Back in Kent, we installed the items in our house--and they have been our "master bedroom" set ever since. It's been wonderful, waking in that bed every morning, looking across the room to see furniture that once belong to my beloved Osborn grandparents. (My middle name, by the way, is Osborn--as is our son's.)
We've never had a lick of trouble with any of it--though we have replaced the box spring and mattress.
Yesterday (Sunday) afternoon I went upstairs for my wonted post-bread-baking nap, and as I lay down, I heard an odd complaint from the bed.
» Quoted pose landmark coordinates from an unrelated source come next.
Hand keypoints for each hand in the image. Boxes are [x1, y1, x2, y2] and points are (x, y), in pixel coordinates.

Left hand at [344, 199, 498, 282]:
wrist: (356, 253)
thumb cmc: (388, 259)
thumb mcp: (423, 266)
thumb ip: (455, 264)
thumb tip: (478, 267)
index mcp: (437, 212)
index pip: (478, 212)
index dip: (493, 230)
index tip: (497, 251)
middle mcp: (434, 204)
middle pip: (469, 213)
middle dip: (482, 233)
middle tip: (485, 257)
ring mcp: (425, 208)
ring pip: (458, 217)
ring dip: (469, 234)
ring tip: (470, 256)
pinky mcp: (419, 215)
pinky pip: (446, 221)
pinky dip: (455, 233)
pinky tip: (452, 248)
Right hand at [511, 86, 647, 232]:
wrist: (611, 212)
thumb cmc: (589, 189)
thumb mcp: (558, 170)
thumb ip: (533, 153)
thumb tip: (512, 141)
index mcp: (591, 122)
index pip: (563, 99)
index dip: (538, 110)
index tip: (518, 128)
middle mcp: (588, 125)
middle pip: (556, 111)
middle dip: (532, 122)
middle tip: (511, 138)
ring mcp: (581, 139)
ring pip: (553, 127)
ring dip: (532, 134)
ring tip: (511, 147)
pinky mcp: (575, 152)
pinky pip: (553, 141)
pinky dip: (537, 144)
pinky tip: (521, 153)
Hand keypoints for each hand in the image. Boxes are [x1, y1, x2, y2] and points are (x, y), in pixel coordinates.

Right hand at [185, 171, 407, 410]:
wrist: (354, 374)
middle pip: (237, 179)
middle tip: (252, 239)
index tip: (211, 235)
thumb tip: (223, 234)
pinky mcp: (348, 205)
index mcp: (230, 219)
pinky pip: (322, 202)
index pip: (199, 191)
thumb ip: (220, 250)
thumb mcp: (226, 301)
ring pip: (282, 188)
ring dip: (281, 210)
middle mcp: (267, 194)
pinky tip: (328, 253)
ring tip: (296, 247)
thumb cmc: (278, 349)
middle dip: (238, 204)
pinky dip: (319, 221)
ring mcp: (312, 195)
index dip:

A creaking/cracking kind of sound. Never mind ... into the arms of Morpheus I swiftly went.
I didn't hear the sound again.
Then, last night, Joyce and I were ending the day--as is our custom--streaming bits of "our" shows. Ten minutes of this, fifteen of that.
A sudden crack! And my half of the bed was now a foot lower than Joyce's. Something, obviously (even to a practical doofus like me), had broken.
We lifted up the mattress and box spring and saw that a support piece had indeed broken away. Now what?
We took a footstool and put it under the box spring for some support, and now the bed looked not broken but odd. Slightly out of whack. Out of kilter. Maybe even tipsy. (You know!)
But it survived the night.
This morning Joyce got hold of our handyman service, and next week they will send out their best carpenter to deal with it.
I don't want a new bed. Ever. My history binds me to the one we have. Having a different bed in that room would be just ... wrong.
And I am reminded how--in a very emotional way--Emily Dickinson left instructions that when she died, she wanted to make sure that they bore her coffin to the nearby cemetery in such a fashion that her head would face the home that she had loved so much.